Task statement =
The job is to find each line in the entries holding the string "Towpath" and copy that line.

Source material =
_____
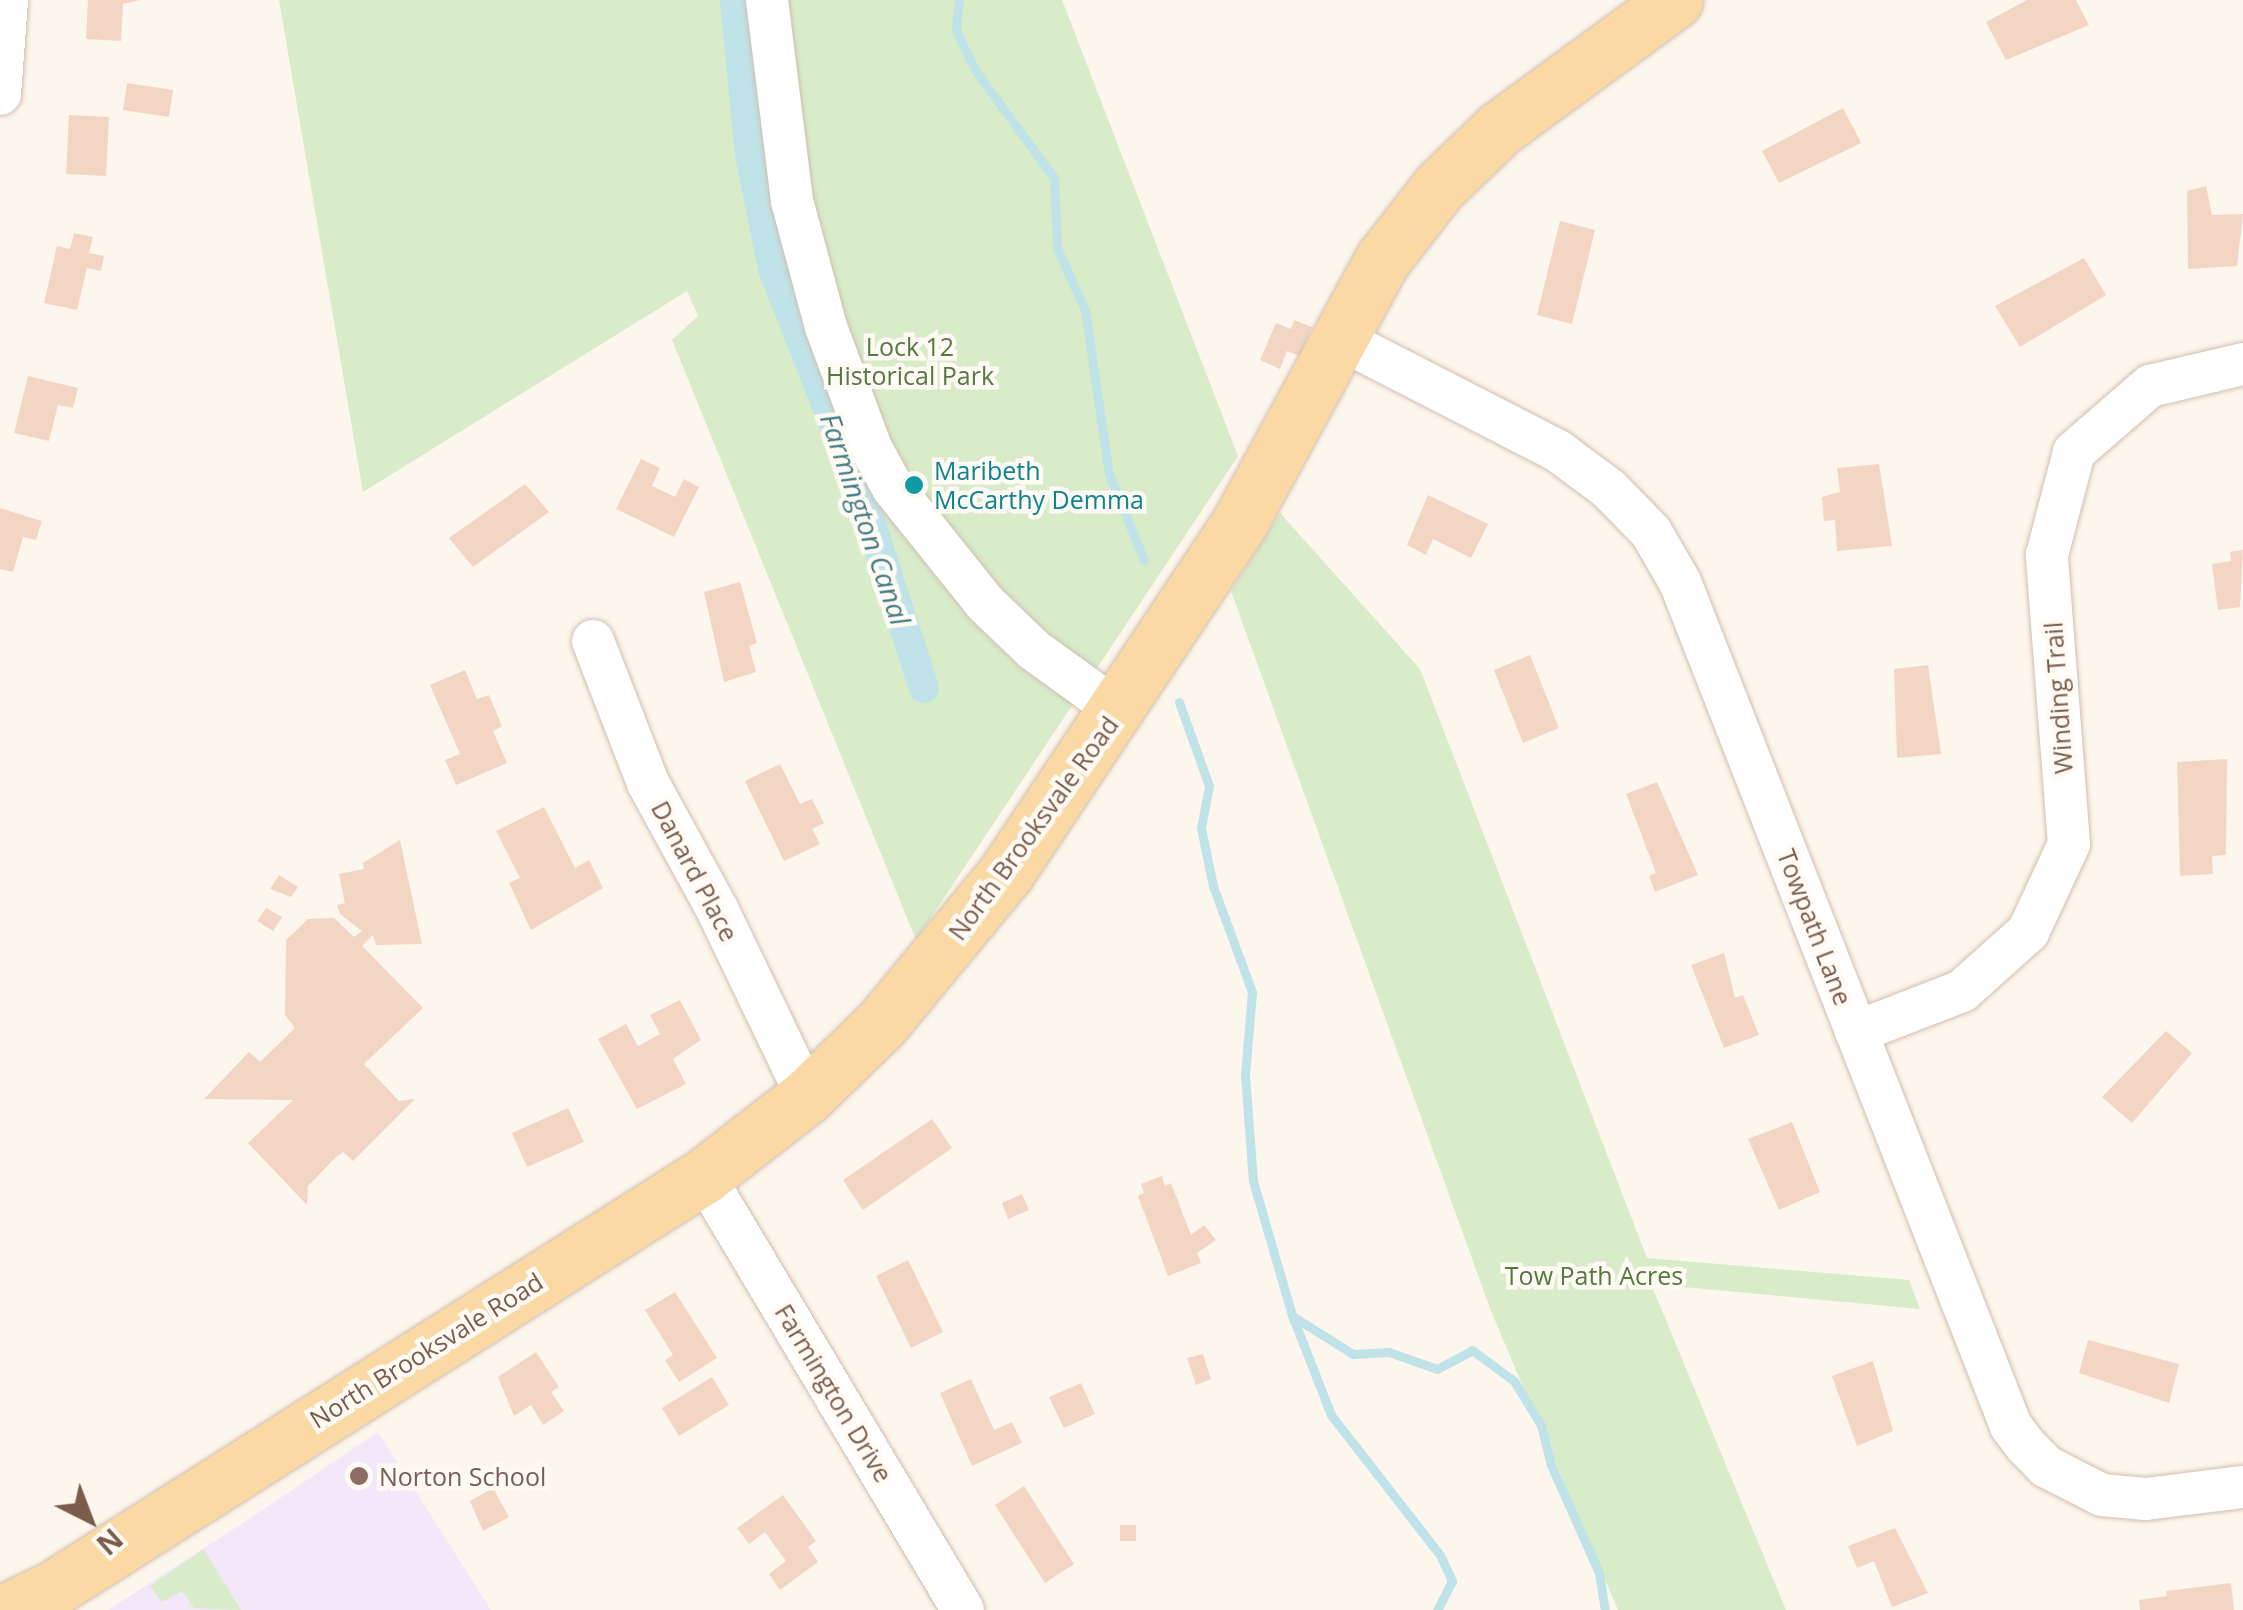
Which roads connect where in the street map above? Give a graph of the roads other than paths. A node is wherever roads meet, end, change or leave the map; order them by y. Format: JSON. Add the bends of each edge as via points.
{"nodes":[{"id":1,"x":8,"y":0,"type":"edge"},
{"id":2,"x":768,"y":0,"type":"edge"},
{"id":3,"x":1675,"y":0,"type":"edge"},
{"id":4,"x":1,"y":82,"type":"edge"},
{"id":5,"x":1342,"y":340,"type":"junction"},
{"id":6,"x":2243,"y":364,"type":"edge"},
{"id":7,"x":593,"y":641,"type":"dead end"},
{"id":8,"x":1117,"y":710,"type":"junction"},
{"id":9,"x":1856,"y":1032,"type":"junction"},
{"id":10,"x":807,"y":1096,"type":"junction"},
{"id":11,"x":704,"y":1176,"type":"junction"},
{"id":12,"x":2243,"y":1487,"type":"edge"},
{"id":13,"x":9,"y":1610,"type":"edge"},
{"id":14,"x":964,"y":1610,"type":"edge"}],
"edges":[{"from":1,"to":4,"type":"street"},
{"from":2,"to":8,"type":"street","via":[[792,202],[826,326],[871,448],[893,488],[986,604],[1034,650]]},
{"from":3,"to":5,"type":"main road","name":"North Brooksvale Road","via":[[1499,129],[1438,187],[1383,259]]},
{"from":5,"to":8,"type":"main road","name":"North Brooksvale Road","via":[[1241,520]]},
{"from":5,"to":9,"type":"street","name":"Towpath Lane","via":[[1558,452],[1609,489],[1651,532],[1680,582]]},
{"from":6,"to":9,"type":"street","name":"Winding Trail","via":[[2150,386],[2074,452],[2048,555],[2069,844],[2028,932],[1962,991]]},
{"from":7,"to":10,"type":"street","name":"Danard Place","via":[[648,783],[718,909]]},
{"from":8,"to":10,"type":"main road","name":"North Brooksvale Road","via":[[1006,874],[942,954]]},
{"from":9,"to":12,"type":"street","name":"Towpath Lane","via":[[2011,1426],[2027,1447],[2048,1467],[2102,1495],[2146,1499]]},
{"from":10,"to":11,"type":"main road","name":"North Brooksvale Road"},
{"from":11,"to":13,"type":"main road","name":"North Brooksvale Road","via":[[54,1588]]},
{"from":11,"to":14,"type":"street","name":"Farmington Drive"}]}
_____
Final answer =
{"from":5,"to":9,"type":"street","name":"Towpath Lane","via":[[1558,452],[1609,489],[1651,532],[1680,582]]},
{"from":9,"to":12,"type":"street","name":"Towpath Lane","via":[[2011,1426],[2027,1447],[2048,1467],[2102,1495],[2146,1499]]},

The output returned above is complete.